INSTRUCTIONS FOR THE TASK>
Tell how many lines of the data below have the string "Number" in them. Say nothing more.

TASK INPUT>
■ ■ ■ ■ ■

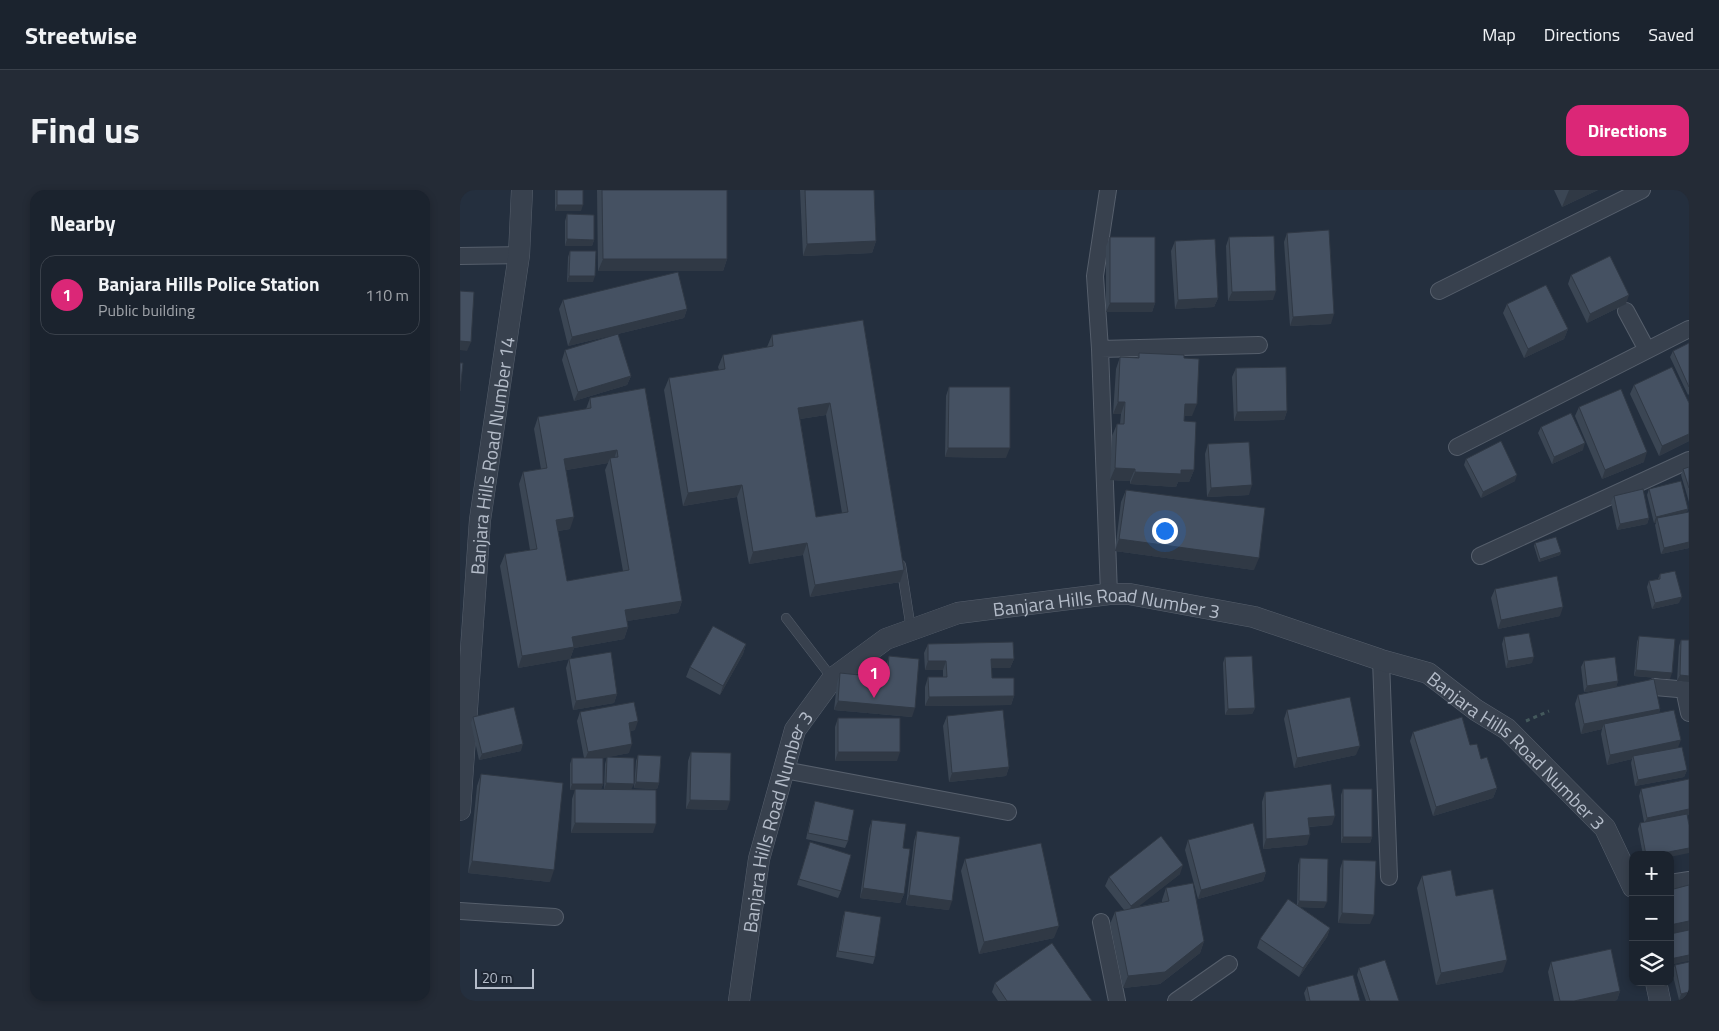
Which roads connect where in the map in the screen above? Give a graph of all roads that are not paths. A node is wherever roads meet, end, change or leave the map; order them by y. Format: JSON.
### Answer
{"nodes":[{"id":1,"x":522,"y":190,"type":"edge"},
{"id":2,"x":1108,"y":190,"type":"edge"},
{"id":3,"x":1642,"y":190,"type":"edge"},
{"id":4,"x":519,"y":255,"type":"junction"},
{"id":5,"x":460,"y":256,"type":"edge"},
{"id":6,"x":1439,"y":291,"type":"dead end"},
{"id":7,"x":1626,"y":311,"type":"edge"},
{"id":8,"x":1689,"y":329,"type":"edge"},
{"id":9,"x":1259,"y":345,"type":"dead end"},
{"id":10,"x":1100,"y":349,"type":"junction"},
{"id":11,"x":1647,"y":350,"type":"junction"},
{"id":12,"x":1457,"y":447,"type":"dead end"},
{"id":13,"x":1689,"y":460,"type":"edge"},
{"id":14,"x":1480,"y":556,"type":"dead end"},
{"id":15,"x":900,"y":560,"type":"edge"},
{"id":16,"x":1109,"y":594,"type":"junction"},
{"id":17,"x":786,"y":618,"type":"dead end"},
{"id":18,"x":911,"y":629,"type":"junction"},
{"id":19,"x":1381,"y":660,"type":"junction"},
{"id":20,"x":833,"y":678,"type":"junction"},
{"id":21,"x":1655,"y":687,"type":"edge"},
{"id":22,"x":1686,"y":690,"type":"edge"},
{"id":23,"x":464,"y":711,"type":"edge"},
{"id":24,"x":1689,"y":714,"type":"edge"},
{"id":25,"x":784,"y":770,"type":"junction"},
{"id":26,"x":460,"y":810,"type":"edge"},
{"id":27,"x":1008,"y":812,"type":"dead end"},
{"id":28,"x":1388,"y":876,"type":"dead end"},
{"id":29,"x":1629,"y":879,"type":"edge"},
{"id":30,"x":1689,"y":880,"type":"edge"},
{"id":31,"x":1674,"y":882,"type":"edge"},
{"id":32,"x":460,"y":911,"type":"edge"},
{"id":33,"x":555,"y":917,"type":"dead end"},
{"id":34,"x":1101,"y":922,"type":"dead end"},
{"id":35,"x":1229,"y":964,"type":"dead end"},
{"id":36,"x":1657,"y":986,"type":"edge"},
{"id":37,"x":739,"y":1001,"type":"edge"},
{"id":38,"x":1117,"y":1001,"type":"edge"},
{"id":39,"x":1176,"y":1001,"type":"edge"},
{"id":40,"x":1660,"y":1001,"type":"edge"}],
"edges":[{"from":1,"to":4,"type":"street","name":"Banjara Hills Road Number 14"},
{"from":2,"to":10,"type":"street"},
{"from":3,"to":6,"type":"street"},
{"from":4,"to":5,"type":"street"},
{"from":4,"to":23,"type":"street","name":"Banjara Hills Road Number 14"},
{"from":7,"to":11,"type":"street"},
{"from":8,"to":11,"type":"street"},
{"from":9,"to":10,"type":"street"},
{"from":10,"to":16,"type":"street"},
{"from":11,"to":12,"type":"street"},
{"from":13,"to":14,"type":"street"},
{"from":15,"to":18,"type":"lane"},
{"from":16,"to":18,"type":"street","name":"Banjara Hills Road Number 3"},
{"from":16,"to":19,"type":"street","name":"Banjara Hills Road Number 3"},
{"from":17,"to":20,"type":"lane"},
{"from":18,"to":20,"type":"street","name":"Banjara Hills Road Number 3"},
{"from":19,"to":28,"type":"street"},
{"from":19,"to":29,"type":"street","name":"Banjara Hills Road Number 3"},
{"from":20,"to":25,"type":"street","name":"Banjara Hills Road Number 3"},
{"from":21,"to":22,"type":"street"},
{"from":22,"to":24,"type":"street"},
{"from":23,"to":26,"type":"street","name":"Banjara Hills Road Number 14"},
{"from":25,"to":27,"type":"street"},
{"from":25,"to":37,"type":"street","name":"Banjara Hills Road Number 3"},
{"from":30,"to":31,"type":"street"},
{"from":32,"to":33,"type":"street"},
{"from":34,"to":38,"type":"street"},
{"from":35,"to":39,"type":"street"},
{"from":36,"to":40,"type":"street"}]}
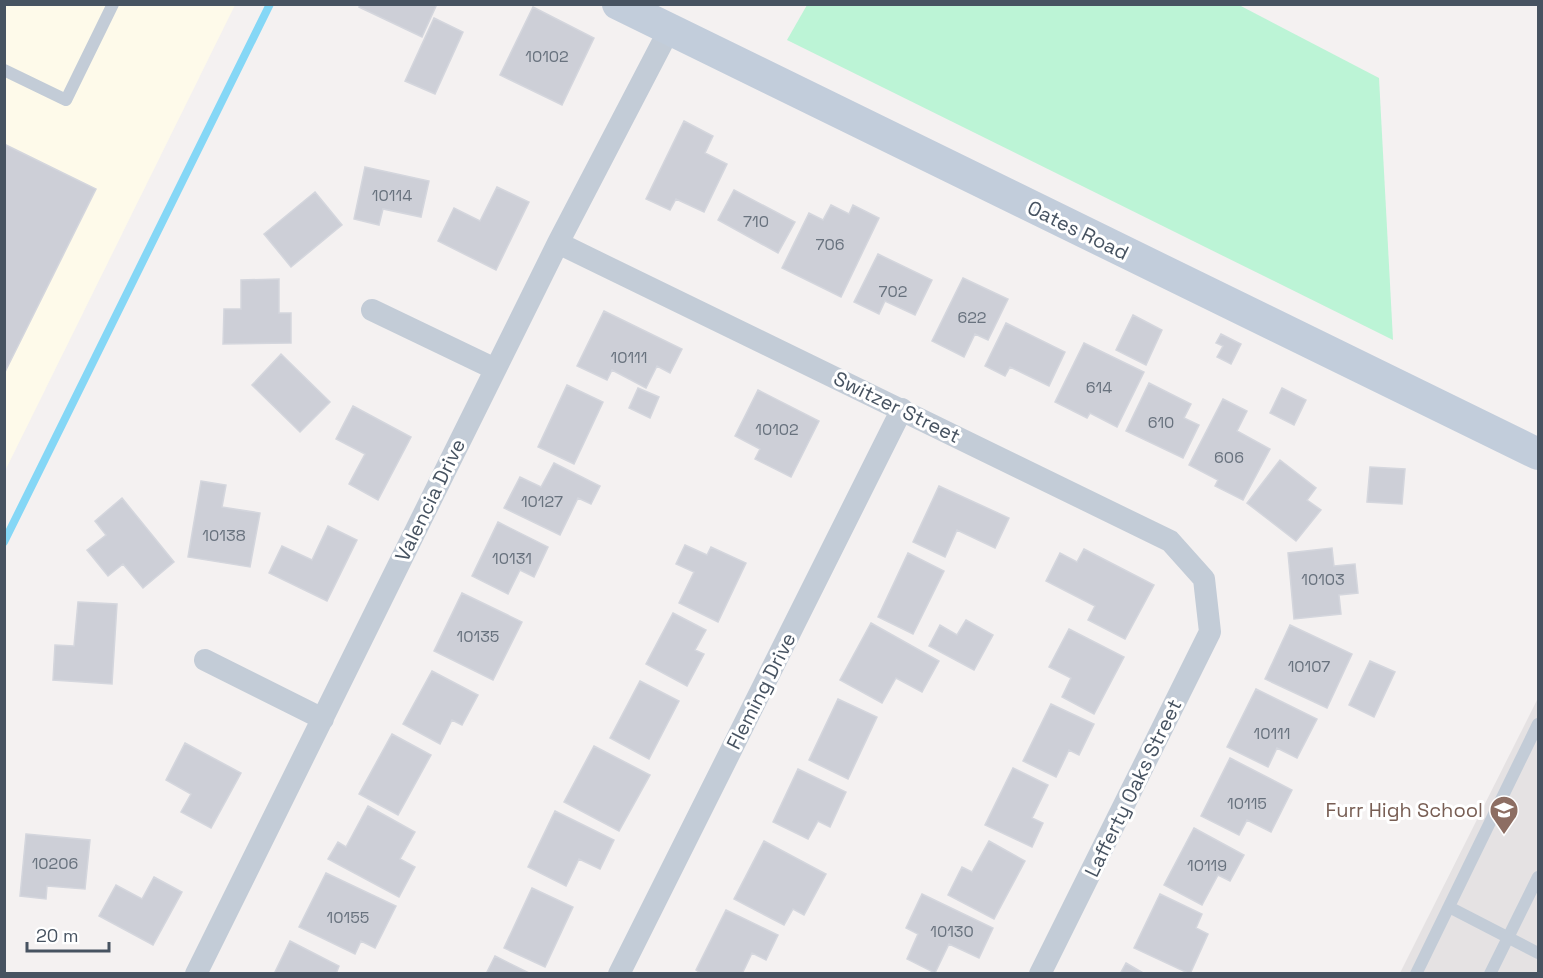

■ ■ ■ ■ ■

EXERCISE SOLUTION>
9